[Stored items]
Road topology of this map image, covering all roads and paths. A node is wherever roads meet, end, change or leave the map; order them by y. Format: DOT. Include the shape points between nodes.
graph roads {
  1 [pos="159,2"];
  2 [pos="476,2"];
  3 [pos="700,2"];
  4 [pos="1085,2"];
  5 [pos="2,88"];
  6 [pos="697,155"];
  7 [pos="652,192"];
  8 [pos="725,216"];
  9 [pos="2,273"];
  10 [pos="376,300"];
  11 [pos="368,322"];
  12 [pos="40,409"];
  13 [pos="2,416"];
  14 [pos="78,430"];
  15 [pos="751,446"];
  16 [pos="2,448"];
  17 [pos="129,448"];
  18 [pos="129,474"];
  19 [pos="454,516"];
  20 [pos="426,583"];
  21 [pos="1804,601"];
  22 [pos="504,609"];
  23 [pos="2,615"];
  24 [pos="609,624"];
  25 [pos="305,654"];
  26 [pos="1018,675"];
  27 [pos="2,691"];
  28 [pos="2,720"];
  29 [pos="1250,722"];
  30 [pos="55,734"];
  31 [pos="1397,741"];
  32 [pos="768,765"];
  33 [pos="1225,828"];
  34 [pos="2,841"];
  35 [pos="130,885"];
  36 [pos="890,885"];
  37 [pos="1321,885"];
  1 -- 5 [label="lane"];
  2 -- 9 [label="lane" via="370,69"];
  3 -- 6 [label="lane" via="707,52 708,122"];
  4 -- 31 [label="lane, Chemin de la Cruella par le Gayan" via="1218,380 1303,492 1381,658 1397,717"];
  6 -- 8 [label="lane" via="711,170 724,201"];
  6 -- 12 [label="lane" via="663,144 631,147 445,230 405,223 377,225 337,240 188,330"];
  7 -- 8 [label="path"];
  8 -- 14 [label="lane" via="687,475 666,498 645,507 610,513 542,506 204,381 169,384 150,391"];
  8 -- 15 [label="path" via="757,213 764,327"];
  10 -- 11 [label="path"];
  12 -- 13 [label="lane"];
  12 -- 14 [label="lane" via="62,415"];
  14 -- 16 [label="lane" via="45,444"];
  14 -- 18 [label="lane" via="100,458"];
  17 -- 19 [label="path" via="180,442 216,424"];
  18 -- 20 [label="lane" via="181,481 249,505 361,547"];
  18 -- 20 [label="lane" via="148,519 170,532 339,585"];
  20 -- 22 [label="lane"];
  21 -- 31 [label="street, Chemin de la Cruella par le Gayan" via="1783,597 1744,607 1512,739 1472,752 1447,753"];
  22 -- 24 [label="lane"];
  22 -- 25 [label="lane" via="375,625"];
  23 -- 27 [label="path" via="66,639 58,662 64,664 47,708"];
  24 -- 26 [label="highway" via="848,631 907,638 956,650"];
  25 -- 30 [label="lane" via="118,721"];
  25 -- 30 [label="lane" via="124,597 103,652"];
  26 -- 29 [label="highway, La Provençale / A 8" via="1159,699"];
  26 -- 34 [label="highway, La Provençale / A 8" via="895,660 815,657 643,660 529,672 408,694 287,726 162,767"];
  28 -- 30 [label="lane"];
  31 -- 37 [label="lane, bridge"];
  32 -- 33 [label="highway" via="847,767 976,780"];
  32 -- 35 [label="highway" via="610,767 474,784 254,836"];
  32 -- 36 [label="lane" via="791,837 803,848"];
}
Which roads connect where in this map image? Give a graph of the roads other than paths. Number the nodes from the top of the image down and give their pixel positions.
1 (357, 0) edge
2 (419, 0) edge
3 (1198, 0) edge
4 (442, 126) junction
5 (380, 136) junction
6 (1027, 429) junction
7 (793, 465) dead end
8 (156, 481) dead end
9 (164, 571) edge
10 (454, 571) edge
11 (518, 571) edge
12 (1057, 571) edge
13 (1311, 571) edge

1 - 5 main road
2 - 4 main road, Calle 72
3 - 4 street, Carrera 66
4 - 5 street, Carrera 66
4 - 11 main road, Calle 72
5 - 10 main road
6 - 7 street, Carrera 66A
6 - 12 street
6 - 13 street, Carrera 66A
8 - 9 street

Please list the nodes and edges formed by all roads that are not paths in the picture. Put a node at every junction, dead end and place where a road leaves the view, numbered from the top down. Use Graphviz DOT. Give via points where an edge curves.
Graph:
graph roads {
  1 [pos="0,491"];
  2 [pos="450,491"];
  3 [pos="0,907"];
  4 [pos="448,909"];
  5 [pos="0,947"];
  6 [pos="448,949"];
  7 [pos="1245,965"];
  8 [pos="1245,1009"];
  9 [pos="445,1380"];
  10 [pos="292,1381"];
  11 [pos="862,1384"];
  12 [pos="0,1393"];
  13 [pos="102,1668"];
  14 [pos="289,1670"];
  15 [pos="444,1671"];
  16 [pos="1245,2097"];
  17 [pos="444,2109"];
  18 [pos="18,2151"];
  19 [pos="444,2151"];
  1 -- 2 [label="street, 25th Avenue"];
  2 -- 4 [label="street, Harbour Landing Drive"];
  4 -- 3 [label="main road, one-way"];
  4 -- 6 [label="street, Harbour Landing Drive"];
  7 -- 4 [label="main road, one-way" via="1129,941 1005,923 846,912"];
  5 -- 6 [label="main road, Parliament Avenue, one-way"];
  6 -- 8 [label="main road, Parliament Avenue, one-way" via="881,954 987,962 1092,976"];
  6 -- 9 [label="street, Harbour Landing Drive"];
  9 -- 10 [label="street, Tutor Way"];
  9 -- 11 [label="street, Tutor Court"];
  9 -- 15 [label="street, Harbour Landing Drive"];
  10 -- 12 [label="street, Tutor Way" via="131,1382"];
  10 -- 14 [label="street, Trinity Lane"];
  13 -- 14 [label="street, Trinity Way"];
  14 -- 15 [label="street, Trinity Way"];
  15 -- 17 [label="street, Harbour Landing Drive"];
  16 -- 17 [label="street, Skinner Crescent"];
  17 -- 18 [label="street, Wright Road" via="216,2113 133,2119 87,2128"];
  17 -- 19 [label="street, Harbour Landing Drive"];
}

What the exercise asks: Would you restate the records word for word?

Completed exercise:
Road topology of this map image, covering all roads and paths. A node is wherever roads meet, end, change or leave the map; order them by y. Format: DOT. Include the shape points between nodes.
graph roads {
  1 [pos="159,2"];
  2 [pos="476,2"];
  3 [pos="700,2"];
  4 [pos="1085,2"];
  5 [pos="2,88"];
  6 [pos="697,155"];
  7 [pos="652,192"];
  8 [pos="725,216"];
  9 [pos="2,273"];
  10 [pos="376,300"];
  11 [pos="368,322"];
  12 [pos="40,409"];
  13 [pos="2,416"];
  14 [pos="78,430"];
  15 [pos="751,446"];
  16 [pos="2,448"];
  17 [pos="129,448"];
  18 [pos="129,474"];
  19 [pos="454,516"];
  20 [pos="426,583"];
  21 [pos="1804,601"];
  22 [pos="504,609"];
  23 [pos="2,615"];
  24 [pos="609,624"];
  25 [pos="305,654"];
  26 [pos="1018,675"];
  27 [pos="2,691"];
  28 [pos="2,720"];
  29 [pos="1250,722"];
  30 [pos="55,734"];
  31 [pos="1397,741"];
  32 [pos="768,765"];
  33 [pos="1225,828"];
  34 [pos="2,841"];
  35 [pos="130,885"];
  36 [pos="890,885"];
  37 [pos="1321,885"];
  1 -- 5 [label="lane"];
  2 -- 9 [label="lane" via="370,69"];
  3 -- 6 [label="lane" via="707,52 708,122"];
  4 -- 31 [label="lane, Chemin de la Cruella par le Gayan" via="1218,380 1303,492 1381,658 1397,717"];
  6 -- 8 [label="lane" via="711,170 724,201"];
  6 -- 12 [label="lane" via="663,144 631,147 445,230 405,223 377,225 337,240 188,330"];
  7 -- 8 [label="path"];
  8 -- 14 [label="lane" via="687,475 666,498 645,507 610,513 542,506 204,381 169,384 150,391"];
  8 -- 15 [label="path" via="757,213 764,327"];
  10 -- 11 [label="path"];
  12 -- 13 [label="lane"];
  12 -- 14 [label="lane" via="62,415"];
  14 -- 16 [label="lane" via="45,444"];
  14 -- 18 [label="lane" via="100,458"];
  17 -- 19 [label="path" via="180,442 216,424"];
  18 -- 20 [label="lane" via="181,481 249,505 361,547"];
  18 -- 20 [label="lane" via="148,519 170,532 339,585"];
  20 -- 22 [label="lane"];
  21 -- 31 [label="street, Chemin de la Cruella par le Gayan" via="1783,597 1744,607 1512,739 1472,752 1447,753"];
  22 -- 24 [label="lane"];
  22 -- 25 [label="lane" via="375,625"];
  23 -- 27 [label="path" via="66,639 58,662 64,664 47,708"];
  24 -- 26 [label="highway" via="848,631 907,638 956,650"];
  25 -- 30 [label="lane" via="118,721"];
  25 -- 30 [label="lane" via="124,597 103,652"];
  26 -- 29 [label="highway, La Provençale / A 8" via="1159,699"];
  26 -- 34 [label="highway, La Provençale / A 8" via="895,660 815,657 643,660 529,672 408,694 287,726 162,767"];
  28 -- 30 [label="lane"];
  31 -- 37 [label="lane, bridge"];
  32 -- 33 [label="highway" via="847,767 976,780"];
  32 -- 35 [label="highway" via="610,767 474,784 254,836"];
  32 -- 36 [label="lane" via="791,837 803,848"];
}
Which roads connect where in this map image? Give a graph of the roads other than paths. Number the nodes from the top of the image down and give their pixel positions.
1 (357, 0) edge
2 (419, 0) edge
3 (1198, 0) edge
4 (442, 126) junction
5 (380, 136) junction
6 (1027, 429) junction
7 (793, 465) dead end
8 (156, 481) dead end
9 (164, 571) edge
10 (454, 571) edge
11 (518, 571) edge
12 (1057, 571) edge
13 (1311, 571) edge

1 - 5 main road
2 - 4 main road, Calle 72
3 - 4 street, Carrera 66
4 - 5 street, Carrera 66
4 - 11 main road, Calle 72
5 - 10 main road
6 - 7 street, Carrera 66A
6 - 12 street
6 - 13 street, Carrera 66A
8 - 9 street

Please list the nodes and edges formed by all roads that are not paths in the picture. Put a node at every junction, dead end and place where a road leaves the view, numbered from the top down. Use Graphviz DOT. Give via points where an edge curves.
Graph:
graph roads {
  1 [pos="0,491"];
  2 [pos="450,491"];
  3 [pos="0,907"];
  4 [pos="448,909"];
  5 [pos="0,947"];
  6 [pos="448,949"];
  7 [pos="1245,965"];
  8 [pos="1245,1009"];
  9 [pos="445,1380"];
  10 [pos="292,1381"];
  11 [pos="862,1384"];
  12 [pos="0,1393"];
  13 [pos="102,1668"];
  14 [pos="289,1670"];
  15 [pos="444,1671"];
  16 [pos="1245,2097"];
  17 [pos="444,2109"];
  18 [pos="18,2151"];
  19 [pos="444,2151"];
  1 -- 2 [label="street, 25th Avenue"];
  2 -- 4 [label="street, Harbour Landing Drive"];
  4 -- 3 [label="main road, one-way"];
  4 -- 6 [label="street, Harbour Landing Drive"];
  7 -- 4 [label="main road, one-way" via="1129,941 1005,923 846,912"];
  5 -- 6 [label="main road, Parliament Avenue, one-way"];
  6 -- 8 [label="main road, Parliament Avenue, one-way" via="881,954 987,962 1092,976"];
  6 -- 9 [label="street, Harbour Landing Drive"];
  9 -- 10 [label="street, Tutor Way"];
  9 -- 11 [label="street, Tutor Court"];
  9 -- 15 [label="street, Harbour Landing Drive"];
  10 -- 12 [label="street, Tutor Way" via="131,1382"];
  10 -- 14 [label="street, Trinity Lane"];
  13 -- 14 [label="street, Trinity Way"];
  14 -- 15 [label="street, Trinity Way"];
  15 -- 17 [label="street, Harbour Landing Drive"];
  16 -- 17 [label="street, Skinner Crescent"];
  17 -- 18 [label="street, Wright Road" via="216,2113 133,2119 87,2128"];
  17 -- 19 [label="street, Harbour Landing Drive"];
}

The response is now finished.